Mehmet Şevket Eygi deyince kendisinden bir hatırat
HÜSEYİN ÖZTÜRK
"Türkiye ne zaman yerlileşmeye ve millileşmeye başladı" sorusunu sık sık sormak lazım ve geçmiş unutulmadan mutlaka hatıratlarla hatırda tutmalıdır.
Çünkü Cumhurbaşkanımız R. Tayyip Erdoğan dönemi Türkiye'si, gökten paraşütle inmedi. Geçmişin nice ihanetleri temizlene temizlene gelindi.
Örneğin bundan 20 yıl öncesine kadar Hariciyede (Dışişleri Bakanlığında) bırakın namaz kılan büyükelçiyi, konsolosu, düz memuru bile bulamazdınız ve almazlardı zaten.

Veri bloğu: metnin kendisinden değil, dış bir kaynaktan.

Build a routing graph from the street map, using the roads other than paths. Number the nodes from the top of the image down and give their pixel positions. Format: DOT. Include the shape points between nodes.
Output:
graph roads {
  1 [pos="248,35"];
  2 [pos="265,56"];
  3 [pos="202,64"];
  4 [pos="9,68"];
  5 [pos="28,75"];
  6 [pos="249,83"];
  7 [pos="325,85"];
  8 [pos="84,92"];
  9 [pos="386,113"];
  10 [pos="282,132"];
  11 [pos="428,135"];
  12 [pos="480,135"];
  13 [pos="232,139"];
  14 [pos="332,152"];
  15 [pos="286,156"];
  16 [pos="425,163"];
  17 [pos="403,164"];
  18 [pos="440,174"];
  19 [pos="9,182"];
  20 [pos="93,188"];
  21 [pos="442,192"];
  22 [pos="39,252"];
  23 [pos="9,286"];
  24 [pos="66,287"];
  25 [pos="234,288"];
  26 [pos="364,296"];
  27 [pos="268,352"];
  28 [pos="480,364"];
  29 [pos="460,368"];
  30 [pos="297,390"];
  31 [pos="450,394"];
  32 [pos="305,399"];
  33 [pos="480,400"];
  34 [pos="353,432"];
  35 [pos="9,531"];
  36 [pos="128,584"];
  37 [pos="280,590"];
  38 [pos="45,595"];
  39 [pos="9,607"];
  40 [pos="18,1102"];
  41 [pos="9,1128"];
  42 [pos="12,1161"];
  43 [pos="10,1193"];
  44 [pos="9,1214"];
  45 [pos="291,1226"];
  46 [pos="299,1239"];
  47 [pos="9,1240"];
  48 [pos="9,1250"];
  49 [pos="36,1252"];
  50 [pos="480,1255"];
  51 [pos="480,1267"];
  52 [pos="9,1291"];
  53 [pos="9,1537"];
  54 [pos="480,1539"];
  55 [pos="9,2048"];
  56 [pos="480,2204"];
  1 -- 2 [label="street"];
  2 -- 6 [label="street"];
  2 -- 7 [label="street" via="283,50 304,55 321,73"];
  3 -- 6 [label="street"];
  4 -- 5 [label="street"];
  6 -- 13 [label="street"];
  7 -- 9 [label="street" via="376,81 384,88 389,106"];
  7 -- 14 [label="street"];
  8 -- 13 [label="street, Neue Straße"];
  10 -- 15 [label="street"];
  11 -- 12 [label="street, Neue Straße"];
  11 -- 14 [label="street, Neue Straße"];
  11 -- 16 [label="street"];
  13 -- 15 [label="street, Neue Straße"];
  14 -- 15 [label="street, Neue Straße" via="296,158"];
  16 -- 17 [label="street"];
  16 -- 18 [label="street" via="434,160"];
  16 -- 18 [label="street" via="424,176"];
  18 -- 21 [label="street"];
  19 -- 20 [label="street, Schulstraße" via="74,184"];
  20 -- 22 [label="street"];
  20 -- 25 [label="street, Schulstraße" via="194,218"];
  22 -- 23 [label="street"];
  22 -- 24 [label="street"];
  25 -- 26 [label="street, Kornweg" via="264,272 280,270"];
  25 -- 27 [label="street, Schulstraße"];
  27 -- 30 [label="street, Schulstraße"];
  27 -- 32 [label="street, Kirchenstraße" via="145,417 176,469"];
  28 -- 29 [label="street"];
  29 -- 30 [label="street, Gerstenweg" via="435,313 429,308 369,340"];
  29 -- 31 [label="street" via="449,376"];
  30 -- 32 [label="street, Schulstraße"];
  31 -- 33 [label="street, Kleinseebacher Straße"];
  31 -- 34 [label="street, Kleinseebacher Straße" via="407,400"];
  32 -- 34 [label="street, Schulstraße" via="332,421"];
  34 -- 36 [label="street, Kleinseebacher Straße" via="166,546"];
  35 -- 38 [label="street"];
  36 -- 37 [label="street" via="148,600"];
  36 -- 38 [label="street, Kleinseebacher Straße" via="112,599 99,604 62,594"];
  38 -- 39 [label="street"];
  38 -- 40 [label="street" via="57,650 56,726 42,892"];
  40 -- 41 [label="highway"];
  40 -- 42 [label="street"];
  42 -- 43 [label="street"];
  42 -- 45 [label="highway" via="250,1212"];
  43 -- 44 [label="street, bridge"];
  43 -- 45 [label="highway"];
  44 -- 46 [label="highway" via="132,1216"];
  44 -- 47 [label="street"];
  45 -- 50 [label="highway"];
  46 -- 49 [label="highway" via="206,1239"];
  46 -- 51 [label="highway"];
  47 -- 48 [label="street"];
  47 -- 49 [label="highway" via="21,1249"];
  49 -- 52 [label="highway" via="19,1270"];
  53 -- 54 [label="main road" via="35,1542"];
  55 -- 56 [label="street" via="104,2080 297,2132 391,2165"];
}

Sadece Hariciyede mi, devletin tüm kurumlarında "Allah" ile sözlü olarak bile irtibatınız varsa, suçluydunuz ve siciliniz bozulacak demekti.
Şimdi M. Şevket Eygi'nin, 1960 darbesi sonrası anlattıklarına bakalım:
•
"Hariciye Vekâlet'inin meslek memuriyeti imtihanına girdim, kazandım, fakat şöyle düşündüm:
-'Benim gibi dans etmeyen, briç oynamayan, alkol kullanmayan birisinin yükselme şansı yok. Bolivya Orta Elçiliği Birinci Kâtipliğinden emekli olmaya mahkûmum.
Tevfik İleri'yi tanıyordum; rahmet olsun, çok muhterem, çok değerli bir insandı. Kendisine dedim ki:
-"Efendim benim bir işe ihtiyacım var. Bana Dâhiliye Vekâletinden bir kaymakamlık bulun". O yıllarda çoğu köy gibi, yolu olan olmayan küçük ilçeler var.
"Bir tanesine beni göndersinler" dedim, dilekçe verdim. O konuşmuş. Dilaver Argun diye bir müsteşar vardı. Benim tayinimi yapmadılar, gidip randevu aldım.
Müsteşar bey dedi ki:
-"Oğlum, sen dindar bir kimseymişsin, buna karışmayız. Fakat çok genç ve tecrübesizsin, seni alet edebilir birtakım kötü insanlar," dedi. Beni kaymakam da yapmadılar.
Diyanet'e çok sık gidiyordum. Orada mütercim kadrosu açıkmış ama almıyorlar. Tevfik İleri'ye tekrar gittim, dedim ki:
-"Bari Diyanet'teki mütercim kadrosuna tayin ettirin." Ahmet Salih Korur vardı, başbakanlık müsteşarı, ona söylemiş, bana "Ahmet Salih Bey'le görüş, senin hakkında kendisiyle konuştum." dedi.
Müsteşara gittim hususi kalem müdürüne söyledim, aldı beni odasına. Hâlâ hatırlıyorum, müze gibi bir odaydı.